En 2020, une enquête menée auprès du réseau des Parcs révélait déjà que plus de la moitié des 58 Parcs naturels régionaux avaient été touchés par des incendies de milieux naturels ces dernières années (forêts, dunes, landes, maquis, savanes…), avec une importance variable (de quelques hectares à quelques milliers d’hectares) mais une répartition dans quasiment toutes des régions de France.

Cette même enquête interrogeait le degré d’implication des Parcs naturels régionaux dans la gestion du risque incendie. Elle a révélé que les territoires les plus vulnérables au risque incendie étaient souvent peu associés dans la gestion locale de ce risque, à l’exception notable de quelques Parcs (Alpilles, Armorique, Causses du Quercy, Corse, Pyrénées catalanes, Sainte-Baume, Verdon...). De manière plus globale, et selon les spécificités territoriales de chaque Parc, quatre modes d’intervention des Parcs se distinguent :  

  • La sensibilisation des publics face au risque incendie, intégrée dans le rôle d’éducation à l’environnement des Parcs ; 
  • La collaboration, en amont, avec les acteurs de la défense contre les incendies, pour l’identification des zones les plus à risque et au patrimoine naturel le plus fragile, l’accompagnement des éleveurs pour reconquérir des espaces embroussaillés, l'entretien voire la création de points d’eau incendie naturels, la prise en compte du risque incendie dans les documents d’urbanisme et les plans de circulation des véhicules à moteur, etc. ; 
  • La réalisation de suivis écologiques post-incendie ; 
  • La réflexion, en aval, sur les meilleures solutions pour redonner vie aux espaces brûlés.

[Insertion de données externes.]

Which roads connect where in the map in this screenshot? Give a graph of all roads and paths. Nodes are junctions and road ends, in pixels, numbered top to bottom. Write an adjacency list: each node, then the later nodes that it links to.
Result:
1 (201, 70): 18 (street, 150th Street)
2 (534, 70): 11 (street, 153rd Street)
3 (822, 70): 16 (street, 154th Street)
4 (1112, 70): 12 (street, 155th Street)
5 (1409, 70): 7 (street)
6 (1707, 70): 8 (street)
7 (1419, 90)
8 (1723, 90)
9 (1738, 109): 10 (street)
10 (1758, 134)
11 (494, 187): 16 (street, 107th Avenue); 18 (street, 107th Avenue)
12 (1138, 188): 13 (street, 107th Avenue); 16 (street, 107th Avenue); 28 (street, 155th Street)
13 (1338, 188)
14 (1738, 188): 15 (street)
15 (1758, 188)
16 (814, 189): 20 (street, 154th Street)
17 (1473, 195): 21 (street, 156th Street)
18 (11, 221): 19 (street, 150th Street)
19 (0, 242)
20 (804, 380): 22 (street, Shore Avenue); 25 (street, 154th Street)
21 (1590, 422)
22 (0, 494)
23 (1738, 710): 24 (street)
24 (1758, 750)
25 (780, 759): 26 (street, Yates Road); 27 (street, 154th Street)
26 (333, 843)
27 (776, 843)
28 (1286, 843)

Le réseau des Parcs sera mobilisé à la fin de l’été pour dresser le bilan complet des incendies de ces derniers mois et proposer à l’ensemble des acteurs concernés par la défense contre les incendies de travailler collectivement sur des solutions adaptées à chaque territoire et, plus globalement au défi du changement climatique.

La prévention, un levier d’action dans la lutte incendie 

Face à la sécheresse qui touche l’ensemble du pays et accentue le risque incendie, les gestes de prévention peuvent faire toute la différence. 

Localement, de nombreux territoires ont interdit, par arrêté préfectoral, l’accès à certains milieux, notamment des massifs forestiers. Une restriction forte pour les usagers et les visiteurs mais essentielle pour limiter les risques et préserver autant que possible les milieux naturels. 

Les Parcs en appellent également au bon sens et rappellent les règles de sécurité :  

  • Pas de jets de mégots  
  • Pas de barbecue ou de feux à proximité d’espace naturels 
  • Pas de travaux pouvant provoquer des étincelles 

Un message de sensibilisation à retrouver dans la campagne estivale #QuandOnarriveEnParc mais qui vaut aussi, au-delà des Parcs, pour toutes les aires protégées.